「日本映画の感想文」のトップページへ

「サイトマップ」へ


私は貝になりたい


■公開:1959年
■制作:東宝
■監督:橋本忍
■助監:
■脚本:橋本忍
■原作:加藤哲太郎(遺書)
■撮影:中井朝一
■音楽:佐藤勝
■美術:村木与四郎
■主演:フランキー堺
■寸評:「よさこい節」をアレンジした主題曲が泣ける。ブルーリボン賞・助演女優賞・新珠三千代


 本作品はテレビドラマとして放送されたものを劇場公開用映画にリメイクしたものです。モチーフになった遺書についてトラブルがあったらしく、原作・橋本忍、遺書・加藤哲太郎とテロップされます。

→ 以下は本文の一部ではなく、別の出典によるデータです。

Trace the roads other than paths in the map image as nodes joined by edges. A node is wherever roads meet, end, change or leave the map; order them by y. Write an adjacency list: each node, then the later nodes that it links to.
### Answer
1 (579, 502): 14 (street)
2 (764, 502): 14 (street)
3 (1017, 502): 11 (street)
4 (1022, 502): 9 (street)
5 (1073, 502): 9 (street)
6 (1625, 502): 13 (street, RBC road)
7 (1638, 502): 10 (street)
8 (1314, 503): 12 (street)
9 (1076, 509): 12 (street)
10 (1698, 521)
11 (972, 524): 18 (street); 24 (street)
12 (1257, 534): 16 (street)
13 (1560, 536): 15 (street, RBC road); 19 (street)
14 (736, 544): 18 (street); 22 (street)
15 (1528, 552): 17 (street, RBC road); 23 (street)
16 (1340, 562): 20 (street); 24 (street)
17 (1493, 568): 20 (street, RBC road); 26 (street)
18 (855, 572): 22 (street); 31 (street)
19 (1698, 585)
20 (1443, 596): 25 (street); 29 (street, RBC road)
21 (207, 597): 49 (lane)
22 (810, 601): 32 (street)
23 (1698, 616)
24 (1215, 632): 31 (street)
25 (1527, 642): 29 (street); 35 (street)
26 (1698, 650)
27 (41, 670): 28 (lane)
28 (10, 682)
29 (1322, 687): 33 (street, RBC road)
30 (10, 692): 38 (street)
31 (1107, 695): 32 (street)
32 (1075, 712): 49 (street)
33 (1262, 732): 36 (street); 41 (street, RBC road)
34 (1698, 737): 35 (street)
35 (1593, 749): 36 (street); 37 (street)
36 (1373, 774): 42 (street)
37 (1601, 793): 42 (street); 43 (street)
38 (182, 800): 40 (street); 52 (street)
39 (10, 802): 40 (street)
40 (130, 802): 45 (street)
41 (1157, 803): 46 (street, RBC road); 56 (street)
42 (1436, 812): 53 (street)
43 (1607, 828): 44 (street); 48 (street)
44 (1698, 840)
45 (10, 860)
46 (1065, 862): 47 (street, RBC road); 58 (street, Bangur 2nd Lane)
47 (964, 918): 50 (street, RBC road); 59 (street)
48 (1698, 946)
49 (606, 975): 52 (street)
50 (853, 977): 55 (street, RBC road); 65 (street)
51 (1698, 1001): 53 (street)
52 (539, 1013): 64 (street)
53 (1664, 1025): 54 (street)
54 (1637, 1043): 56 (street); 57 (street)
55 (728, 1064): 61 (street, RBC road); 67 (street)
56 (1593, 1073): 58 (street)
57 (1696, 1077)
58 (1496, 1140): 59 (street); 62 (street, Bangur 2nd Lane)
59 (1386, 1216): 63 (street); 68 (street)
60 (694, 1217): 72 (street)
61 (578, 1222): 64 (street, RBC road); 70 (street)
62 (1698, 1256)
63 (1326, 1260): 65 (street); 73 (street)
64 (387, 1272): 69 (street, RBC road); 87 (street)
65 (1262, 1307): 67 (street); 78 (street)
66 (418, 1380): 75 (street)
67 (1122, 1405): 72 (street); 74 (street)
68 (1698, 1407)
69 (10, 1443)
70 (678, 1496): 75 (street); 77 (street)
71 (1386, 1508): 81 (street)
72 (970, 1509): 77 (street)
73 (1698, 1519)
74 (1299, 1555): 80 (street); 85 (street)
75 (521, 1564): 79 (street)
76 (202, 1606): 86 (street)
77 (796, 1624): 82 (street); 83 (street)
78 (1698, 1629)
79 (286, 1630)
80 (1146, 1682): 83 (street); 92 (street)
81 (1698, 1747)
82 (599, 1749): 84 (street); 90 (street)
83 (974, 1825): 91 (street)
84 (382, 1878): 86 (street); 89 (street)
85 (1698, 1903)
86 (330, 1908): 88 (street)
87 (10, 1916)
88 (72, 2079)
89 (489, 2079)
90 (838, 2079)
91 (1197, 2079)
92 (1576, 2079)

 太平洋戦争の末期、高知県で妻・新珠三千代と一緒に床屋を営む清水豊松・フランキー堺のところに召集礼状が届きます。

 豊松は生来のお人よしなので非人間的な軍隊ではヘマばっかしていて立石上等兵・小池朝雄に目をつけられてしまいます。ある日、豊松の部隊の近くに米国機が墜落し二人のパイロットが捕虜になるという事件が起きました。

 戦意高揚のため部隊長・南原宏治(当時・伸二)は捕虜を銃剣で刺殺するよう命じます。すでに絶命していた捕虜目がけ豊松は必死に突進しました。戦後、高知に戻った豊松のところにMPと警察がやって来て、豊松は戦争犯罪人として逮捕されました。罪状は「捕虜虐待」。豊松に下った判決は死刑でした。

 残された妻と子供の事を案じた豊松は「今度生まれ変わるならもう人間になるのは嫌だ、私は深い海の底の貝になりたい」と遺書を残して処刑されていきました。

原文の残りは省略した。